The task =
After reading the entries below, report how many lines have the string "Carloon" in them, giving the number alone.

Stored items =
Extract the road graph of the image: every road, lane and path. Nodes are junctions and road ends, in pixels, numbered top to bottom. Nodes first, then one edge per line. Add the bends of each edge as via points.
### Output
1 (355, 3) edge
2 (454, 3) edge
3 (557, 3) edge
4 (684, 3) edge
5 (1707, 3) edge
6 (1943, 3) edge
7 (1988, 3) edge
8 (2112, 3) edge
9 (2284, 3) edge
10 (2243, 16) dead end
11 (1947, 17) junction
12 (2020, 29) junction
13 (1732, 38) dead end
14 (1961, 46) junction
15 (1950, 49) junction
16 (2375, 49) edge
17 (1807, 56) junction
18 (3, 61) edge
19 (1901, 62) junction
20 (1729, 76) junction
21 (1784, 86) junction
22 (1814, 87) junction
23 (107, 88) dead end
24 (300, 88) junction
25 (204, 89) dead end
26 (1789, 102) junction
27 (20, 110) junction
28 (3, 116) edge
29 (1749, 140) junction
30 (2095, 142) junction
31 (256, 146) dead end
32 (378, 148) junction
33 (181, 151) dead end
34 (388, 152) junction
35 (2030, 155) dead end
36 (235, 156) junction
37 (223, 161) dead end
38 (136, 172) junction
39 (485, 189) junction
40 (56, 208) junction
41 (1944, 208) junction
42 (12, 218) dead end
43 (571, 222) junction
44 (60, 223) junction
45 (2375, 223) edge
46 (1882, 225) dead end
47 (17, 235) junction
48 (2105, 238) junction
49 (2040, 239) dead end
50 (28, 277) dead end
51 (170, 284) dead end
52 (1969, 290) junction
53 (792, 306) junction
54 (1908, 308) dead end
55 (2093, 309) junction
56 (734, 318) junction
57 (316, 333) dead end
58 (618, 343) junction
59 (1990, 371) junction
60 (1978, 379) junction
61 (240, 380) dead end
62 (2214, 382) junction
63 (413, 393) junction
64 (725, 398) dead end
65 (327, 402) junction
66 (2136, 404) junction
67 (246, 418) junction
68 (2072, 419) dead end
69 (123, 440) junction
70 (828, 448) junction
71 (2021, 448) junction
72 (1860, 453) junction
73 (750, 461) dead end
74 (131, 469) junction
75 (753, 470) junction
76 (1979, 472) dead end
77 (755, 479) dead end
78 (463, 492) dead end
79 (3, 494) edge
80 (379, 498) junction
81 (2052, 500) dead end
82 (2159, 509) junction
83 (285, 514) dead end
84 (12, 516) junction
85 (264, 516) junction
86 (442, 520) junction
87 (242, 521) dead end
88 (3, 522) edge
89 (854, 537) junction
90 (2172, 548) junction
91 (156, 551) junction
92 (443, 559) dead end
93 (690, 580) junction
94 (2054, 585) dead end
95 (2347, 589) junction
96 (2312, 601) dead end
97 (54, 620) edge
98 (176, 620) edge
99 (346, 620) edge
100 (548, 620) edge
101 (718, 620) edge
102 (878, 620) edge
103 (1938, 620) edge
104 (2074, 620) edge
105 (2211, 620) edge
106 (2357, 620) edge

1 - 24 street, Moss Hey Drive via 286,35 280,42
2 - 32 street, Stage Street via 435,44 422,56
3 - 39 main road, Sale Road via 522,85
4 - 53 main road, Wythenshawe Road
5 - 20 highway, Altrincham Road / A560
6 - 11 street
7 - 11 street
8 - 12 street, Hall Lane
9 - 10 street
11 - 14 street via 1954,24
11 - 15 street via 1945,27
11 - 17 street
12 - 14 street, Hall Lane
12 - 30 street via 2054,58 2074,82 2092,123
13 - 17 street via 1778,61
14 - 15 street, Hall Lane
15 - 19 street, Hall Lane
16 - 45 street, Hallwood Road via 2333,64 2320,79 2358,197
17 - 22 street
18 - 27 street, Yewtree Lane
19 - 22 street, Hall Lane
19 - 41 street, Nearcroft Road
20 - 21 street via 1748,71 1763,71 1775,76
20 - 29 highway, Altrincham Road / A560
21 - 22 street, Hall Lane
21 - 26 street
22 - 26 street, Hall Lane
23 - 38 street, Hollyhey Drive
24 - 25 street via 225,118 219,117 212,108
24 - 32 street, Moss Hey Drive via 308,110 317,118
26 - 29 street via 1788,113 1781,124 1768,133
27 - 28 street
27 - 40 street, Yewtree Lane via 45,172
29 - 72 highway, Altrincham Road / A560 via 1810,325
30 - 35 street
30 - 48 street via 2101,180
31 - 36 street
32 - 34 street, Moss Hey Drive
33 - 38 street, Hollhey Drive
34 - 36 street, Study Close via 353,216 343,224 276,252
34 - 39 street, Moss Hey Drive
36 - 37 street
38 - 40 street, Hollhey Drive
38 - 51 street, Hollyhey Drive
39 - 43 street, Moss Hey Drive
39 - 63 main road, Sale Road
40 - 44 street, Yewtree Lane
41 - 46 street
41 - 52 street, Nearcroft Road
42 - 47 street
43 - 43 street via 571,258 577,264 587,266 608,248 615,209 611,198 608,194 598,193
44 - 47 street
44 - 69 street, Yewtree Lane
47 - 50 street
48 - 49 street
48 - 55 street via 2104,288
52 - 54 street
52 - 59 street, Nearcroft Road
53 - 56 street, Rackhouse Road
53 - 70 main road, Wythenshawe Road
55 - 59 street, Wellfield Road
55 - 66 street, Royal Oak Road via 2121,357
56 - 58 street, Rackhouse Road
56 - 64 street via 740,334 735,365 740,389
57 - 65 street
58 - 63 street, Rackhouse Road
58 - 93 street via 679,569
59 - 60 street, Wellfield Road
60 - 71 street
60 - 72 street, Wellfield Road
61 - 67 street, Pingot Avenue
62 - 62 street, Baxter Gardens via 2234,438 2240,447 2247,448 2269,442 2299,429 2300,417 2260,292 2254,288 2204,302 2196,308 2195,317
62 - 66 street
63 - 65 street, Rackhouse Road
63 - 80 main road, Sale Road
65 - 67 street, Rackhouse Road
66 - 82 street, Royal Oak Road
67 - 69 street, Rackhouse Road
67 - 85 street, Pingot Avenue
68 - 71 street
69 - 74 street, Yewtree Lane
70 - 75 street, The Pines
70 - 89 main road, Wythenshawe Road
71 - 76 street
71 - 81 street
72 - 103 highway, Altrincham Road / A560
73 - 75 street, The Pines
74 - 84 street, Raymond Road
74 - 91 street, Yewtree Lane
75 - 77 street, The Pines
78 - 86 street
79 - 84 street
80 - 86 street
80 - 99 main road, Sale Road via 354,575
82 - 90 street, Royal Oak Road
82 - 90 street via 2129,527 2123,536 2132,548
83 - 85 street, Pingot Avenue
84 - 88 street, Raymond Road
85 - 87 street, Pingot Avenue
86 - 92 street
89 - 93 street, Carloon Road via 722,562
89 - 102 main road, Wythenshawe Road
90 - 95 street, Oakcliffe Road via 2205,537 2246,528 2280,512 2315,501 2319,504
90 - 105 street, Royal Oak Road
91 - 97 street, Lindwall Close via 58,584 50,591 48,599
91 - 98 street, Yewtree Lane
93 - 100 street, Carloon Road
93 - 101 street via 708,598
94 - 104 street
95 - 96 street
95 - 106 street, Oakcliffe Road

Output below =
2